When the Elite’s Political Equation Breaks Down

Donald Devine makes some interesting points about Donald Trump and political science, following Aaron Wildavsky in his theory about “four fundamental political types”: egalitarians, individualists, social conservatives, and fatalists.  That last group, he says, don’t often vote, partly because they see the world as a chaotic mess, so what’s the point?  They will vote, though, for an autocratic hero whom they believe will be able to grab the reins.

The key paragraph in Devine’s essay, though, is this one:

Pollster Frank Luntz came reeling out of one of his distinctive focus groups the other day crying “my legs are shaking” from seeing the depth of commitment of the Trump supporters he interviewed at the session. “I want to put the Republican leadership behind this mirror and let them see. They need to wake up. They don’t realize how the grassroots have abandoned them. Donald Trump is punishment to a Republican elite that wasn’t listening to their grassroots.” He even showed the audience unflattering images of and statements by Trump meant to turn them off. It did not work. At the end they were more committed than at the beginning.

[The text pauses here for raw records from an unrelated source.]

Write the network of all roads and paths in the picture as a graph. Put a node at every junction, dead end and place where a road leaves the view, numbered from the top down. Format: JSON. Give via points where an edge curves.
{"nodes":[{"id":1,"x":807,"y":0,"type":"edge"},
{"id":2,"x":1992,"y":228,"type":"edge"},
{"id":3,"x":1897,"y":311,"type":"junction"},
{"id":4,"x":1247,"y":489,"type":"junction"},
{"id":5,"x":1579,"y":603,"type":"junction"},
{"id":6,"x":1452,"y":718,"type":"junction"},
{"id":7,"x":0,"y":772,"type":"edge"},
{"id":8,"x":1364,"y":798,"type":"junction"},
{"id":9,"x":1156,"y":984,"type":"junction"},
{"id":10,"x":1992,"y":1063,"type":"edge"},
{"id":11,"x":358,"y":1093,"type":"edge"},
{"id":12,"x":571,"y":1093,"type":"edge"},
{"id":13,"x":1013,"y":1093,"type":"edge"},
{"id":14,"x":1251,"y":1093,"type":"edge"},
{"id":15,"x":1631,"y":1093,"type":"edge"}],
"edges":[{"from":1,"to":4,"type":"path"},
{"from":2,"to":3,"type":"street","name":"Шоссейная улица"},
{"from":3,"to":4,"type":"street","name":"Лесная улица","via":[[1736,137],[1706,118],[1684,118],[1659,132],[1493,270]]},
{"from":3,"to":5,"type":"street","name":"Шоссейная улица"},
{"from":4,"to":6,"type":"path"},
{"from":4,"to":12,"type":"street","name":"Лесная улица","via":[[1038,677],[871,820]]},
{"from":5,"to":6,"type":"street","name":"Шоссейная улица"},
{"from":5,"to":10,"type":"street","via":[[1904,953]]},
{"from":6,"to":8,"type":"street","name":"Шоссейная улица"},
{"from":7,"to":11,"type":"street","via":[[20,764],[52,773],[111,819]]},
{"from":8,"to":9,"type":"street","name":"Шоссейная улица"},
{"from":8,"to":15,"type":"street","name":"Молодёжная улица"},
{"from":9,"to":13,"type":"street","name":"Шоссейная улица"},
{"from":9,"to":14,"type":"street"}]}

I wonder if this is the fatal flaw of elite technocrats who think they’ve got everything all figured out and locked up.  If so, it can apply to much more than just politics (such as the economic gear spinning of the Fed).  At a certain level of analysis, people stop being people and become data points.  Actions stop being taken because of their effect on people, and people’s responses to them, but because the formulas and the analysis suggest that they will bring advantage at a particular time.

Making a statement of a particular sort will produce a desirable reaction from group X and an undesirable reaction from group Y.  At this political moment, the value of the positive reaction is (a) and the detriment of the negative reaction is (b), so if (a)X > (b)Y, you make the statement.  Considerations such as the etiquette of the political system and the truth of the statement don’t get any more value than what the equation suggests that they should.

The problem is that people aren’t automatons; we have emotions as part of a nature that helps us learn and adapt, and we exist along a spectrum.  At some point, when tossing aside the etiquette of the system and a culture that prioritizes truth, the elite reaches a point at which somebody who is even more shameless than they are steps in, and the folks along the spectrum who would normally be able to sniff out the falsehood have learned that truth can’t be expected, anyway.